Infrastructure modernization is key to AI success
Modern infrastructure basis of AI scaling and security
As the world’s third largest artificial intelligence market (£72.3bn in 2024), the United Kingdom is home to 37,000 AI companies that employ more than 60,000 people and contribute about £3.7 billion to the economy.
The U.K. Government is also throwing its weight behind the technology with several initiatives and investment programs, including the AI Opportunities Action Plan to drive the use of AI tools in public offices.
EVP and Head of Cloud, Infrastructure and Security Services for EMEA at Infosys.
Unfortunately, challenges such as legacy systems and data quality issues in public sector organizations are thwarting these plans. Indeed, legacy infrastructure is a major barrier to AI adoption in several U.K. industries, from the traditional construction sector to the rapidly digitizing healthcare industry.
Tech modernization imperative to run AI solutions
The latest AI solutions process hundreds of petabytes of data in wide-ranging formats, including text, image, audio, video, and gesture in real-time; machine learning models analyze enormous datasets to uncover patterns and draw insights; predictive analytics solutions forecast events to enable businesses to respond proactively to external triggers; agentic AI tools learn from ongoing customer interactions, recommending next-best actions and taking decisions autonomously while the conversation is still on.

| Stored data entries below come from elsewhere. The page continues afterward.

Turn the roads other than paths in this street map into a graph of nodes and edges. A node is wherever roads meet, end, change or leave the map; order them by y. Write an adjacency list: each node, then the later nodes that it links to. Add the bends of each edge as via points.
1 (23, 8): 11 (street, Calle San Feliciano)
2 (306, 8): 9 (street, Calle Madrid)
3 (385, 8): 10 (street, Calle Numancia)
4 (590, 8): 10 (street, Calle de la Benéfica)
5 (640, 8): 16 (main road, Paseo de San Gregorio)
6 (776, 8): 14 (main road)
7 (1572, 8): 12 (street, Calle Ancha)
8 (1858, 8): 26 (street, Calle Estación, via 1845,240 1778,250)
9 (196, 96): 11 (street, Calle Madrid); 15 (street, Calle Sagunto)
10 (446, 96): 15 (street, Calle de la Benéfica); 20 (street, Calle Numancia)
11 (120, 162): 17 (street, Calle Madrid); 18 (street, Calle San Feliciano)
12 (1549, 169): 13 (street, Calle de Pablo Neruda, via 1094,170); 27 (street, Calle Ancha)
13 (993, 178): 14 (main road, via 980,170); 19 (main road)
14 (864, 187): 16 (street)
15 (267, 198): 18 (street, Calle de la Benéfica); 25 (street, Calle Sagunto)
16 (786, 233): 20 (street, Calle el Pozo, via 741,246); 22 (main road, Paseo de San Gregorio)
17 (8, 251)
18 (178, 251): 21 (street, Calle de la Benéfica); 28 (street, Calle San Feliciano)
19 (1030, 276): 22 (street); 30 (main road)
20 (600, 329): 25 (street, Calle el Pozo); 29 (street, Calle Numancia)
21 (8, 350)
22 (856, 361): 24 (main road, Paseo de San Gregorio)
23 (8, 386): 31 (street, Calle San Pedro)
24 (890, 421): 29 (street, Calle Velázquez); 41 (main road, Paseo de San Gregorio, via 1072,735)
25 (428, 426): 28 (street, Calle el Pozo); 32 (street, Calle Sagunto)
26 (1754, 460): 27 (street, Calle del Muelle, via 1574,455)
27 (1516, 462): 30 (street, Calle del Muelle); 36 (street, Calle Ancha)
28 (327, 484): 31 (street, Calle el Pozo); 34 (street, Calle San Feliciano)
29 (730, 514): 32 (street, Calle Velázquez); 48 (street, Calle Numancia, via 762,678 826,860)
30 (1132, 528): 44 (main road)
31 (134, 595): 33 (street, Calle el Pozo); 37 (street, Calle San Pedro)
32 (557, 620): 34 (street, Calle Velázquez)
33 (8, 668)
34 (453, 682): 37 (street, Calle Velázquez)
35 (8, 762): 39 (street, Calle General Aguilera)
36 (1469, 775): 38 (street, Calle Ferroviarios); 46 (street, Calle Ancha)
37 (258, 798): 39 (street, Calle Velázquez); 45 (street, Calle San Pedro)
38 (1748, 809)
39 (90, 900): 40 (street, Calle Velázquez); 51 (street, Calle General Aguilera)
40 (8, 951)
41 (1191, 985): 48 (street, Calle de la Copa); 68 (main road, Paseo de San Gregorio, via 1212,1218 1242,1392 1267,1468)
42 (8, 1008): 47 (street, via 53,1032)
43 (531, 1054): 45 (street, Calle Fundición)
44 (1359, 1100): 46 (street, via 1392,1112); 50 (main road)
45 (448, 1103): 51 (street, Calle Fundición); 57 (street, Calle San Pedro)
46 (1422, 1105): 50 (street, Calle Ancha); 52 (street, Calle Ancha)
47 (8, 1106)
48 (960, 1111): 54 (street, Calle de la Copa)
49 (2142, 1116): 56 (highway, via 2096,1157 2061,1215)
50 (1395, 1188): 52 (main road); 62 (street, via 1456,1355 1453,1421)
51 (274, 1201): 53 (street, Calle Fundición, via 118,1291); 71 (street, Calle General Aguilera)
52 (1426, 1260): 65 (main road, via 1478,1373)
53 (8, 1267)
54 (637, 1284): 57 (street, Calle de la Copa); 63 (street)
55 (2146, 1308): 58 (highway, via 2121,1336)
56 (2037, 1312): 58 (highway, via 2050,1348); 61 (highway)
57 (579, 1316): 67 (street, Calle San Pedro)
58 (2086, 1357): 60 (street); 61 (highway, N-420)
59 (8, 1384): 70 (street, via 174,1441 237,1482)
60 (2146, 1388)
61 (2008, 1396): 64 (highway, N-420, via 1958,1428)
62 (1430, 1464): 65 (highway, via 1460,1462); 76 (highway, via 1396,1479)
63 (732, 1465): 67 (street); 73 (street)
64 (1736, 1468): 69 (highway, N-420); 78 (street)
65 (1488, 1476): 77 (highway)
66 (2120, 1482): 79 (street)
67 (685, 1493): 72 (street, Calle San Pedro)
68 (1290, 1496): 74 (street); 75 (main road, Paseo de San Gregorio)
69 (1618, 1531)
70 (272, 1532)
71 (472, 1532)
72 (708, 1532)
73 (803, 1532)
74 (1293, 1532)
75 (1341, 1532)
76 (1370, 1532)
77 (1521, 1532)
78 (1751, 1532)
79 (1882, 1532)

Highly scalable, intelligent and secure technology infrastructure is absolutely essential for supporting the massive compute, storage, and data processing capabilities required by these applications, on demand. Packed with these virtues, cloud is the preeminent infrastructure modernization solution.
This is why progressive enterprises are modernizing their core systems with cloud to transform operations across the board. For example, manufacturers are automating production activities across assembly, quality control, maintenance and other operational areas.
They are able to integrate AI within their supply chains to gain real-time visibility and thereby improve inventory management, identify bottlenecks, monitor vendor compliance, track sustainability metrics, and so on.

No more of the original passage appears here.